Tetapi engkau marah, baru sekali itu engkau marah. Kau mengulang cerita tentang Simon dari Kirene. Kau mengingatkanku tentang Tuhan Yesus. Tentang salib yang harus kita panggul. Tentang undangan bersama Dia yang masih berlaku. Kau berkata, aku tidak peduli apabila Alkitab tidak lagi mempesonamu. Tetapi lebih mudah untuk kembali daripada melarikan diri.
Bersamamu bapa, semua terasa sederhana dan memang selayaknya. Ketika hatiku menipis dan asam seperti jeruk nipis kau menemaniku melewati fase itu. Bersamamu bapa, tidak masalah berapa banyak waktu yang kita butuhkan untuk sampai pada pemenuhan tentang berserah dan mengucap dengan ikhlas : ya sudahlah.
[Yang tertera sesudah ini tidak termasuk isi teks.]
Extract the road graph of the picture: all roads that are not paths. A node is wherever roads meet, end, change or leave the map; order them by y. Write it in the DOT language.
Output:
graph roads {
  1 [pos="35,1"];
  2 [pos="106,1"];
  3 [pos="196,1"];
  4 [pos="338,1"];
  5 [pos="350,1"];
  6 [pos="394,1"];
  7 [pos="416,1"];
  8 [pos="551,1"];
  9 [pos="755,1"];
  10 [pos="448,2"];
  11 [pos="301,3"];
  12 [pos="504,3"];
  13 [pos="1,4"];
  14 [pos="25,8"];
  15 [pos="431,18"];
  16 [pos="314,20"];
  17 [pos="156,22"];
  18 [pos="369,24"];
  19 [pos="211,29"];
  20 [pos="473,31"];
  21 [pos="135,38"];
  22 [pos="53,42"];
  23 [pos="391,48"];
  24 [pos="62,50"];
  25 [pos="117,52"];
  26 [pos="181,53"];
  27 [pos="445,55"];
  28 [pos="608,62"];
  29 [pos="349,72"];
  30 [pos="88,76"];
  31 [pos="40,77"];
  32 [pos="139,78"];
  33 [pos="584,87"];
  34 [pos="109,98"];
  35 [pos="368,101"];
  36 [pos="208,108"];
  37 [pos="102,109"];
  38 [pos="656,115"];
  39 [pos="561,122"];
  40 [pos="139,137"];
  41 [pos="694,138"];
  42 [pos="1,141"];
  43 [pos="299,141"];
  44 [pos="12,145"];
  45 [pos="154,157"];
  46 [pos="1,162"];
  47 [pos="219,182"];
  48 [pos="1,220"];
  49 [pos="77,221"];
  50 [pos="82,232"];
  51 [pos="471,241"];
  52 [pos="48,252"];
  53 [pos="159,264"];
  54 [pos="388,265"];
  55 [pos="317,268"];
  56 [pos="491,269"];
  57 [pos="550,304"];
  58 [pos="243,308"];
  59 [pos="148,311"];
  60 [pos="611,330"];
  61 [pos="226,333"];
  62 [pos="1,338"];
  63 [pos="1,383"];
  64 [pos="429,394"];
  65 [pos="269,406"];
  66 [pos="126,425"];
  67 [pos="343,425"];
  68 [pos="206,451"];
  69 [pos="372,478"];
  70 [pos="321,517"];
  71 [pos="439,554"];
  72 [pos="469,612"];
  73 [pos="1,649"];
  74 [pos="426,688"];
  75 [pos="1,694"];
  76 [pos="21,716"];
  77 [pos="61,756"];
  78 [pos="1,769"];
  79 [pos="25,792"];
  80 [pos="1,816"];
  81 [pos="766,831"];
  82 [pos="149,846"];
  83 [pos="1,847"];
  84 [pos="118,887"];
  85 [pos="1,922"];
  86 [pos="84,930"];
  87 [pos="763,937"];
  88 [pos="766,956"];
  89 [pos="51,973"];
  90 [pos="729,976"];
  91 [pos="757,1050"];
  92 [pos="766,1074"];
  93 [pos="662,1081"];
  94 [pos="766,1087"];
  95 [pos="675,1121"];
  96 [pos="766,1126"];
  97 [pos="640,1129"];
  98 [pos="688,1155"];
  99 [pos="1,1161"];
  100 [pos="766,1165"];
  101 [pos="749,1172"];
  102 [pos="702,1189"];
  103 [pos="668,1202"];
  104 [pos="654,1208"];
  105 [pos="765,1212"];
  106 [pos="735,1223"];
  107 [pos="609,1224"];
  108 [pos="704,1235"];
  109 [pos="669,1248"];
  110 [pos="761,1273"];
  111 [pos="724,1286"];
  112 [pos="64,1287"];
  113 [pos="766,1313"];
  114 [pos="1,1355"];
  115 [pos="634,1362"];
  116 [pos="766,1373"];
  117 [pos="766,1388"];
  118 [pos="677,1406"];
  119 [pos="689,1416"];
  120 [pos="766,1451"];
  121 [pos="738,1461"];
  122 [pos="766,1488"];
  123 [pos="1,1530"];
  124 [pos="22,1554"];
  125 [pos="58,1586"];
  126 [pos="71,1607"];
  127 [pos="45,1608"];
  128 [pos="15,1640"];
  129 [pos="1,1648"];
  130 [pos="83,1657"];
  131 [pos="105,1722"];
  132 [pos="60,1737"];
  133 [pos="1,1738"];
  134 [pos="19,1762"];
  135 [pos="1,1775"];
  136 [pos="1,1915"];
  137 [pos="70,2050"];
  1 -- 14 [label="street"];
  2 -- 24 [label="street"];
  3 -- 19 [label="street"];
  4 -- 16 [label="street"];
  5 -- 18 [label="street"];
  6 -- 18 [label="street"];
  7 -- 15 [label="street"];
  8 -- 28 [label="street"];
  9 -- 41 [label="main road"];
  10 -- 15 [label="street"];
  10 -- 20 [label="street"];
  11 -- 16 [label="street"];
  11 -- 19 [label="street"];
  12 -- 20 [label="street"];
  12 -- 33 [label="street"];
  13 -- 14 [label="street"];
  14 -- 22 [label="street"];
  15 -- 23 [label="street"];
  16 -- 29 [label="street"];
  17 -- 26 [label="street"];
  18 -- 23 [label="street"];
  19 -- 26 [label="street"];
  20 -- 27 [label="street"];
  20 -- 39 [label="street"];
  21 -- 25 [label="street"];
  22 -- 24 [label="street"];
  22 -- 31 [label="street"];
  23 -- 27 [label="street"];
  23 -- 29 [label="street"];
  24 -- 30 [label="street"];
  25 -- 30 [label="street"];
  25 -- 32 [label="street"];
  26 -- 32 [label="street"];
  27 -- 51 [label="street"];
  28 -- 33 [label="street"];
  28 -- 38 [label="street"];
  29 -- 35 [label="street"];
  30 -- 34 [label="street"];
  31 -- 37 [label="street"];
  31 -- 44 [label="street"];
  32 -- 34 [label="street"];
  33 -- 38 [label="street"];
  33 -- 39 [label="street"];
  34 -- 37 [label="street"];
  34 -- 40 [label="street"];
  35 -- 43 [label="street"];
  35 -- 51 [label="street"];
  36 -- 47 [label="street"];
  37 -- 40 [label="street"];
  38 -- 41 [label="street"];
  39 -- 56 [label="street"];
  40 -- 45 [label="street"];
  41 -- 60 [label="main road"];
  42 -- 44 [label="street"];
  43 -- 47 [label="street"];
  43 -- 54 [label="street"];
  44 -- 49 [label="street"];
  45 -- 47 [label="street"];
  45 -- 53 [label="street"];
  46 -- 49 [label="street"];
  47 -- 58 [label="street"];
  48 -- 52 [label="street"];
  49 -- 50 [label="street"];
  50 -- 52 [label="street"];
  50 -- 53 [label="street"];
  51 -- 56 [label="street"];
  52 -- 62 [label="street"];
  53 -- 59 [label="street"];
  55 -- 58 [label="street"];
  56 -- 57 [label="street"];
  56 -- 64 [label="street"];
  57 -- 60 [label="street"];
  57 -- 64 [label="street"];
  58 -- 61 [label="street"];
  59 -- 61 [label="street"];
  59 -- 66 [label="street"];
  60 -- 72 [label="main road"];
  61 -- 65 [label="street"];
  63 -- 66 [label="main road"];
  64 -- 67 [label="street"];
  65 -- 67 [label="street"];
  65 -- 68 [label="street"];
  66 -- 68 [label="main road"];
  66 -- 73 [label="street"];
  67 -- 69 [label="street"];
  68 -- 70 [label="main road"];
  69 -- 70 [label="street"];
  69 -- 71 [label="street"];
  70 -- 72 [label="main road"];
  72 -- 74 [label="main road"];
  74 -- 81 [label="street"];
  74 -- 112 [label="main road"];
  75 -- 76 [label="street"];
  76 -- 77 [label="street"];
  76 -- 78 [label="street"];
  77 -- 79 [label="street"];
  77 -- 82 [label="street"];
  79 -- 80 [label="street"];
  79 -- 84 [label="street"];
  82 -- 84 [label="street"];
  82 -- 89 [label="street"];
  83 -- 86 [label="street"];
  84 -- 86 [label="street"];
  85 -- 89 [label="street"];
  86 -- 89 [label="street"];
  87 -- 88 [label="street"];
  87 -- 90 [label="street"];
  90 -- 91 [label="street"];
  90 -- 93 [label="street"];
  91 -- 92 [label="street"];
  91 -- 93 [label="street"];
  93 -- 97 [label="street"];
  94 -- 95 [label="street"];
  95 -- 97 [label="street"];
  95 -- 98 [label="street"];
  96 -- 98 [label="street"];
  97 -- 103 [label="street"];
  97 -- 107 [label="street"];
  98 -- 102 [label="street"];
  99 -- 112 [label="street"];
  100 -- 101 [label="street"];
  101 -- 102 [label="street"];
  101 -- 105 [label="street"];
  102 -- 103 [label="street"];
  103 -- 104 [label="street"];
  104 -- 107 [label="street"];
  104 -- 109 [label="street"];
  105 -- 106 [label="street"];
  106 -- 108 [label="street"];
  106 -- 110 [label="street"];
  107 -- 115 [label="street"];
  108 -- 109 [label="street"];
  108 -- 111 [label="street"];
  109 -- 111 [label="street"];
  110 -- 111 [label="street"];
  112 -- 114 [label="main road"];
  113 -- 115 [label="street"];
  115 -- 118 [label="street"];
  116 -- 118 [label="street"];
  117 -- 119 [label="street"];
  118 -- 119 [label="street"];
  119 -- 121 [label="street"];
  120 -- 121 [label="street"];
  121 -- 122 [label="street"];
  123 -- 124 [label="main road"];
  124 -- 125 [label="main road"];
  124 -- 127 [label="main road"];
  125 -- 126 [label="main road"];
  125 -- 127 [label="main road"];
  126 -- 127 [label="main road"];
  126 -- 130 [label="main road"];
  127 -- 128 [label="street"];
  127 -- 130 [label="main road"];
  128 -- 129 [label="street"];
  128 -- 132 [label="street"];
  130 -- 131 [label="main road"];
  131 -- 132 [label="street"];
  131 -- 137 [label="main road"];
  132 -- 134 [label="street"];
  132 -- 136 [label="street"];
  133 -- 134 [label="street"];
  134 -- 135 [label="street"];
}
Pernah terlintas dalam hidupku bahwa sebuah cerita tidak mesti selesai. Tetapi aku butuh ending. Aku butuh tahu sebab aku perlu merasa pasti. Kemudian apa artinya sembuh? Tuhan tidak pernah menjanjikan kamu bahagia mengikutinya, barangkali ia benar. Tetapi ia menjamin akan bersamamu sampai akhir zaman. Ini bisa juga salah. Tetapi selalu ada kesempatan untuk kembali. Selalu ada moment-moment di mana dirimu merasa perlu kembali. Selalu tercipta kekosongan di hatimu yang berdenyut-denyut minta dipenuhi. Kamu tahu itu meski menyangkalnya berulang kali. Ada masa di mana kemarahan tidak menjauhkanmu darinya. Sebab kamu tahu meski menyangkalnya, perpisahan dengannya tidak membuat hidupmu kian teratur. Dan dalam kemelut yang hanya dirimu merasai, kamu mengakui bahwa dirimu perlu dipenuhi. Karena itulah akhirnya kamu kembali. Karena itulah aku kembali.
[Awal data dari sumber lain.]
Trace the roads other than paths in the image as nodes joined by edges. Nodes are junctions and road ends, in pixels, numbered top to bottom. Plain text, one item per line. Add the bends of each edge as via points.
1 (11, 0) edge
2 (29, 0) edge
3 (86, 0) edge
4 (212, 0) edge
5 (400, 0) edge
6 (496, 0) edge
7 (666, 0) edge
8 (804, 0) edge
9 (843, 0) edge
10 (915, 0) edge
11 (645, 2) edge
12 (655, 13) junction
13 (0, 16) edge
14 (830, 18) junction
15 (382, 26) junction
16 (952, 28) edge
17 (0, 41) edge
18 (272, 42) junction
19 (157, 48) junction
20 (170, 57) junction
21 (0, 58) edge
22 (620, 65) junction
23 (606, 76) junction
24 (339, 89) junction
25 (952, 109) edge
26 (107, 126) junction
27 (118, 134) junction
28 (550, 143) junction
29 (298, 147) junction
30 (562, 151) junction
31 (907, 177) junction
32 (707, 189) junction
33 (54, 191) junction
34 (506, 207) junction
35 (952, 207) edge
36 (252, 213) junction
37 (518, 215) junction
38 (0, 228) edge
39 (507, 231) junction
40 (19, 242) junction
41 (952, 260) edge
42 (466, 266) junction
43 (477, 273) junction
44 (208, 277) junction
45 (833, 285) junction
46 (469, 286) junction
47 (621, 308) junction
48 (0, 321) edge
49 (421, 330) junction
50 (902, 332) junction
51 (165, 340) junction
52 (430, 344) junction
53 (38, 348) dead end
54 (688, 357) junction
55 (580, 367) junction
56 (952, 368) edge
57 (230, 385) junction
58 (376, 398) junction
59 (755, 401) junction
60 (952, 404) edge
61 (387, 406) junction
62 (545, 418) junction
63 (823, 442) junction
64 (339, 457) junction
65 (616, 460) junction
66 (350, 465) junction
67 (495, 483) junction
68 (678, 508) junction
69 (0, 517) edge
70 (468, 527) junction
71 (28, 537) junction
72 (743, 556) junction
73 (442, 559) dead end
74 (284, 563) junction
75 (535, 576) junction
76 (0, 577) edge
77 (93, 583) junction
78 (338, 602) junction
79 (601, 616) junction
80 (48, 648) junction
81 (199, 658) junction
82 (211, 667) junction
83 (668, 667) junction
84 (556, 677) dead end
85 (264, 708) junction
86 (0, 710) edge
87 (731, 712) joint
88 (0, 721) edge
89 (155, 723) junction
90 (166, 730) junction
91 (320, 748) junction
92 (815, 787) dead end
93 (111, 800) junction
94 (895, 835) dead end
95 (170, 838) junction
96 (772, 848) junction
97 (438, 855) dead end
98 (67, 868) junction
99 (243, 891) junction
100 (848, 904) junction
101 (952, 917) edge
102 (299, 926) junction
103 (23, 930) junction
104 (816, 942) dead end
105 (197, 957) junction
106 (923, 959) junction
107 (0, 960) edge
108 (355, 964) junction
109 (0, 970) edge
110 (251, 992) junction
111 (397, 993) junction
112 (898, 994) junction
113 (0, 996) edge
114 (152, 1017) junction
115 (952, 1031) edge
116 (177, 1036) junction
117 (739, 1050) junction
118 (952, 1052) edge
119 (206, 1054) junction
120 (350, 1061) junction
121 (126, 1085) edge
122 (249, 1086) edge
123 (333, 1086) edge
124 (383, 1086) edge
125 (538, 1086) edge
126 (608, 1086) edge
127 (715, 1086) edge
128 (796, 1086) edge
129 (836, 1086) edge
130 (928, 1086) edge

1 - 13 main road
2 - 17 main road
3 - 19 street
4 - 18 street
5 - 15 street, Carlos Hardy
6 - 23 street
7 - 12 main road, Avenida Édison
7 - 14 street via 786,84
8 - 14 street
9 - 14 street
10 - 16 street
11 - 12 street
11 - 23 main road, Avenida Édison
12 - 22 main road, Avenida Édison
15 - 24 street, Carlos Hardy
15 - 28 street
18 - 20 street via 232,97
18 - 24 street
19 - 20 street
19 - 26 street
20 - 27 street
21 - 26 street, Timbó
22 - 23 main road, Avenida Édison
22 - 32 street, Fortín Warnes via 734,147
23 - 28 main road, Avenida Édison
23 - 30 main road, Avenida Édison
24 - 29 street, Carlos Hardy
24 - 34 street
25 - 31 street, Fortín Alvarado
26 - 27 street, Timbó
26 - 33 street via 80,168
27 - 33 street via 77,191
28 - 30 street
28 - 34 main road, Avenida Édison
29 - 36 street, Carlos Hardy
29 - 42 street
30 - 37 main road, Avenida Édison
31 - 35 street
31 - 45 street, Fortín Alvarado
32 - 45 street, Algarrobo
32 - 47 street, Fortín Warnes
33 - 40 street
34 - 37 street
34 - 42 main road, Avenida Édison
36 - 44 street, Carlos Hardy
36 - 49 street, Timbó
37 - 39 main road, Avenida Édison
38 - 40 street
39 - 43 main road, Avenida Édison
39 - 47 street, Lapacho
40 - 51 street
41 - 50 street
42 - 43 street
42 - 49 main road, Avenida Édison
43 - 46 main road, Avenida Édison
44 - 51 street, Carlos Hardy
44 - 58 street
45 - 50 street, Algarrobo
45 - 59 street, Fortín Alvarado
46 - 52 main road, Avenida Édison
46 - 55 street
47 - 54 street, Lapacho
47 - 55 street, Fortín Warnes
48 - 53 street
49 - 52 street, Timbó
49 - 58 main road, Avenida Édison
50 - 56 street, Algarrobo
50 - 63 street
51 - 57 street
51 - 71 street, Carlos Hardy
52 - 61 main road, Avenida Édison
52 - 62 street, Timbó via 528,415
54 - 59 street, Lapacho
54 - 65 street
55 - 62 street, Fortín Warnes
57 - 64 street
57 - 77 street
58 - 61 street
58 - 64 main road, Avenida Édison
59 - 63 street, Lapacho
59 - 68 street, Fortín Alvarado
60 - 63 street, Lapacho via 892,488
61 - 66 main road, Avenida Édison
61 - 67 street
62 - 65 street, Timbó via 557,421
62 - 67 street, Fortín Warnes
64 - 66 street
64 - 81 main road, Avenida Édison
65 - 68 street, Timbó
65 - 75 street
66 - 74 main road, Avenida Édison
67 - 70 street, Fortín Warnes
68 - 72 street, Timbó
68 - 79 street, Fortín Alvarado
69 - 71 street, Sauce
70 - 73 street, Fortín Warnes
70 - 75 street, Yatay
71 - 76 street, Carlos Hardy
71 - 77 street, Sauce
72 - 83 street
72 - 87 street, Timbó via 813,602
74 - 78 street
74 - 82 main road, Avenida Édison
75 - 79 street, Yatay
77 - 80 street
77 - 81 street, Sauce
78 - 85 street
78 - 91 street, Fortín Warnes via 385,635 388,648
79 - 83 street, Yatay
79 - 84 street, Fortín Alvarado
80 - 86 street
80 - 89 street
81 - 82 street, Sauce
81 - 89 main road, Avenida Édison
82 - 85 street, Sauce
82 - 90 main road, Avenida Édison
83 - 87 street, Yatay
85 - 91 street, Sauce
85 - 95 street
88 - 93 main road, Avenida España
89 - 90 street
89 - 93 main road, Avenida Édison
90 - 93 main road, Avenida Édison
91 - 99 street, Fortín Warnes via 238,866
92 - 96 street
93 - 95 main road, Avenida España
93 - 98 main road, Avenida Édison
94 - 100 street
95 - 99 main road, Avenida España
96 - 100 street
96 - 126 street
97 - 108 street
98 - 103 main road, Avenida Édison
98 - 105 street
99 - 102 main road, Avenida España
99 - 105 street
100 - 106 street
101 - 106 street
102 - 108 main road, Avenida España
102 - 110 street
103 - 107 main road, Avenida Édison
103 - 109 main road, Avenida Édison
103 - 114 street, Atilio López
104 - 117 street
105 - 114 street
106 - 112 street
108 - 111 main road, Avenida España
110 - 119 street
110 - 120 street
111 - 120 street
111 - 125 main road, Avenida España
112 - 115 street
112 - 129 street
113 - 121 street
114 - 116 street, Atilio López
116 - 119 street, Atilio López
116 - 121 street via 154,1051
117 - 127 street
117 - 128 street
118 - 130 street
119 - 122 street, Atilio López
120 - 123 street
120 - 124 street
Sampai akhirnya aku mampu mendoakan dokter Lutfi. Supaya hanya aku, pasien terakhir yang ditelantarkan dan dibiarkan pada informasi tak sempurna. Sampai akhirnya aku bersyukur terhadap apa yang kumiliki untuk menjalani hidup yang lebih tenang, tentram dan lapang. Sampai akhirnya aku memohon pada Kristus-ku supaya pasien-pasien lain yang terlanjur tanpa harapan bisa berdamai dengan hati dan menemukan jalan yang sudah kau persiapkan. Sampai akhirnya timbul kesadaran, bahwa tidak semua doa  dikabulkan tuhan. Tidak semua sedih itu perih. Kau ingin aku bertumbuh dalam Kristus sepanjang hari.
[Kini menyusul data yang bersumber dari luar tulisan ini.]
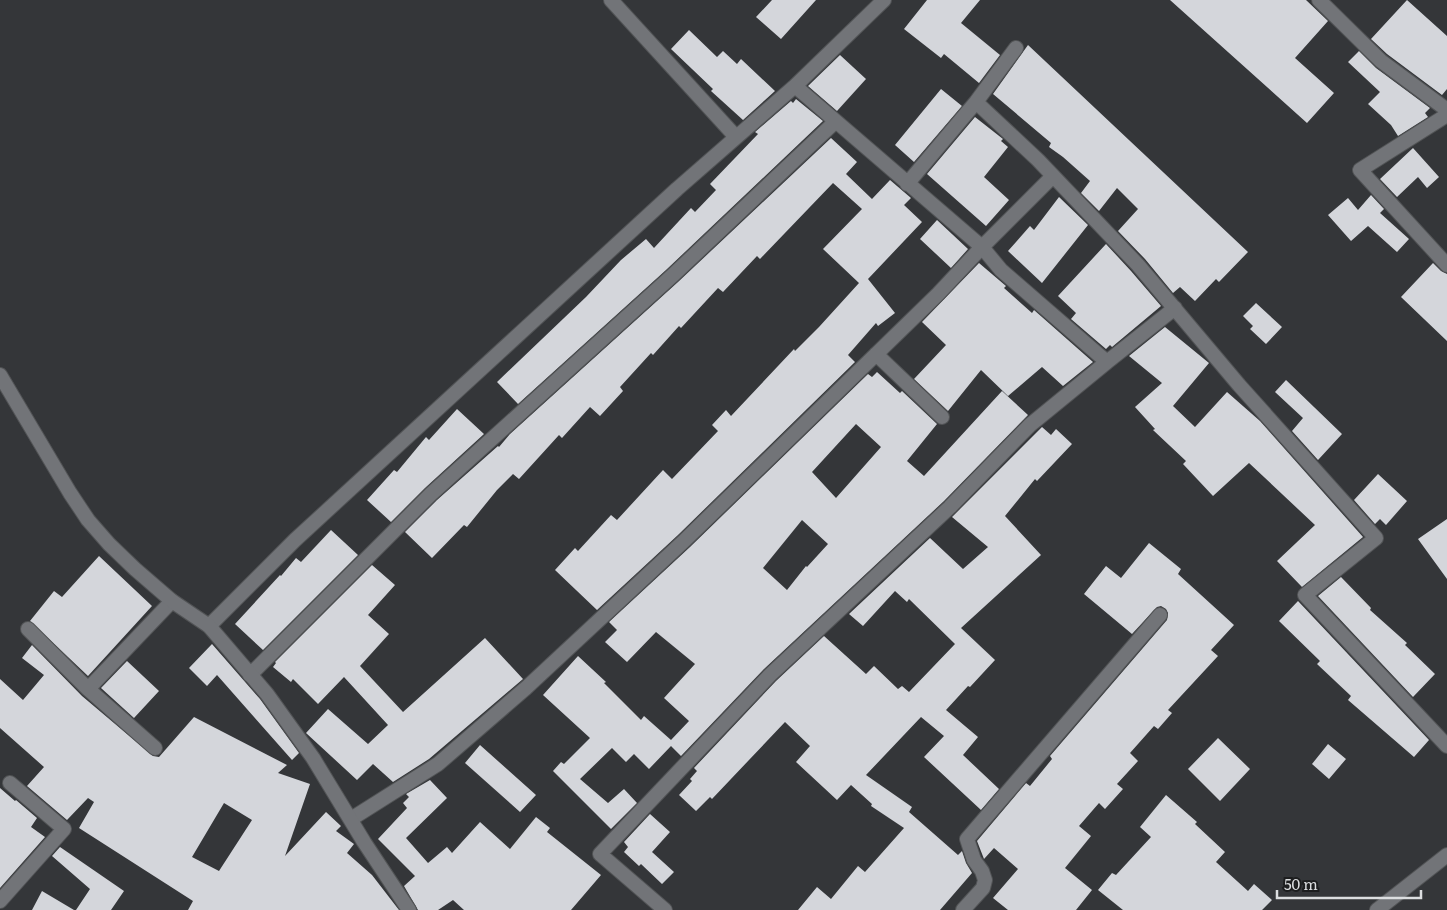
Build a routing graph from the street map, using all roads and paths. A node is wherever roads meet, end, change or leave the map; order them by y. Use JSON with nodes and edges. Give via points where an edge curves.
{"nodes":[{"id":1,"x":611,"y":0,"type":"edge"},
{"id":2,"x":884,"y":0,"type":"edge"},
{"id":3,"x":1319,"y":0,"type":"edge"},
{"id":4,"x":1016,"y":48,"type":"dead end"},
{"id":5,"x":795,"y":86,"type":"junction"},
{"id":6,"x":976,"y":102,"type":"junction"},
{"id":7,"x":1447,"y":110,"type":"edge"},
{"id":8,"x":1447,"y":115,"type":"edge"},
{"id":9,"x":835,"y":122,"type":"junction"},
{"id":10,"x":736,"y":137,"type":"junction"},
{"id":11,"x":1053,"y":176,"type":"junction"},
{"id":12,"x":907,"y":184,"type":"junction"},
{"id":13,"x":982,"y":247,"type":"junction"},
{"id":14,"x":1447,"y":265,"type":"edge"},
{"id":15,"x":1175,"y":308,"type":"junction"},
{"id":16,"x":876,"y":354,"type":"junction"},
{"id":17,"x":1107,"y":362,"type":"junction"},
{"id":18,"x":0,"y":375,"type":"edge"},
{"id":19,"x":942,"y":417,"type":"dead end"},
{"id":20,"x":172,"y":600,"type":"junction"},
{"id":21,"x":1160,"y":615,"type":"dead end"},
{"id":22,"x":209,"y":626,"type":"junction"},
{"id":23,"x":28,"y":628,"type":"dead end"},
{"id":24,"x":250,"y":676,"type":"junction"},
{"id":25,"x":88,"y":689,"type":"junction"},
{"id":26,"x":1447,"y":746,"type":"edge"},
{"id":27,"x":155,"y":748,"type":"dead end"},
{"id":28,"x":10,"y":783,"type":"dead end"},
{"id":29,"x":351,"y":819,"type":"junction"},
{"id":30,"x":1447,"y":855,"type":"edge"},
{"id":31,"x":0,"y":901,"type":"edge"},
{"id":32,"x":410,"y":910,"type":"edge"},
{"id":33,"x":666,"y":910,"type":"edge"},
{"id":34,"x":963,"y":910,"type":"edge"},
{"id":35,"x":1377,"y":910,"type":"edge"}],
"edges":[{"from":1,"to":10,"type":"street"},
{"from":2,"to":5,"type":"street"},
{"from":3,"to":7,"type":"street","via":[[1382,62]]},
{"from":4,"to":6,"type":"street"},
{"from":5,"to":9,"type":"street"},
{"from":5,"to":10,"type":"street"},
{"from":6,"to":11,"type":"street"},
{"from":6,"to":12,"type":"street"},
{"from":8,"to":14,"type":"street","via":[[1360,170]]},
{"from":9,"to":12,"type":"street"},
{"from":9,"to":24,"type":"street","via":[[672,276],[431,494]]},
{"from":10,"to":22,"type":"street","via":[[295,540]]},
{"from":11,"to":13,"type":"street"},
{"from":11,"to":15,"type":"street"},
{"from":12,"to":13,"type":"street"},
{"from":13,"to":16,"type":"street"},
{"from":13,"to":17,"type":"street","via":[[1001,270]]},
{"from":15,"to":17,"type":"street"},
{"from":15,"to":26,"type":"street","via":[[1376,538],[1305,596]]},
{"from":16,"to":19,"type":"street"},
{"from":16,"to":29,"type":"street","via":[[684,541],[526,688],[438,764]]},
{"from":17,"to":33,"type":"street","via":[[1030,425],[950,507],[770,675],[600,854]]},
{"from":18,"to":20,"type":"street","via":[[88,520],[115,550]]},
{"from":20,"to":22,"type":"street"},
{"from":20,"to":25,"type":"street"},
{"from":21,"to":34,"type":"street","via":[[967,840],[984,880],[983,888]]},
{"from":22,"to":24,"type":"street"},
{"from":23,"to":25,"type":"street"},
{"from":24,"to":29,"type":"street","via":[[313,758]]},
{"from":25,"to":27,"type":"street"},
{"from":28,"to":31,"type":"street","via":[[64,829]]},
{"from":29,"to":32,"type":"street"},
{"from":30,"to":35,"type":"street"}]}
Aku pulang hari ini bapa. Dengan tubuh yang tidak lagi utuh. Dengan hati yang lebih penuh. Rayakan pulangku bapa. Sebab hidup menyediakan mimpi yang lain.
Sebab itu hatiku bersukacita dan jiwaku bersorak-sorai, bahkan tubuhku akan diam dengan tentram. Engkau memberitahukan kepadaku jalan kehidupan. Engkau akan melimpahi aku dengan sukacita di hadapanMu.
Bapa, aku ingin mengenangmu dengan bahagia. Sewaktu semangatmu lebih terang dari pendar cahaya tubuhmu yang kian padam. Aku ingin mengenangmu dalam tawa. Sewaktu langkahmu masih pepat dan menimbulkan bunyi di tengah suaramu yang kian teredam. Aku ingin mengenangmu bersama cahaya. Sewaktu harapan memelukmu dan cinta menumbuhkan kenyataan pahit yang mampu kau acuhkan. Aku ingin mengenangmu sepanjang malam. Sewaktu iman terasa benar dan besar.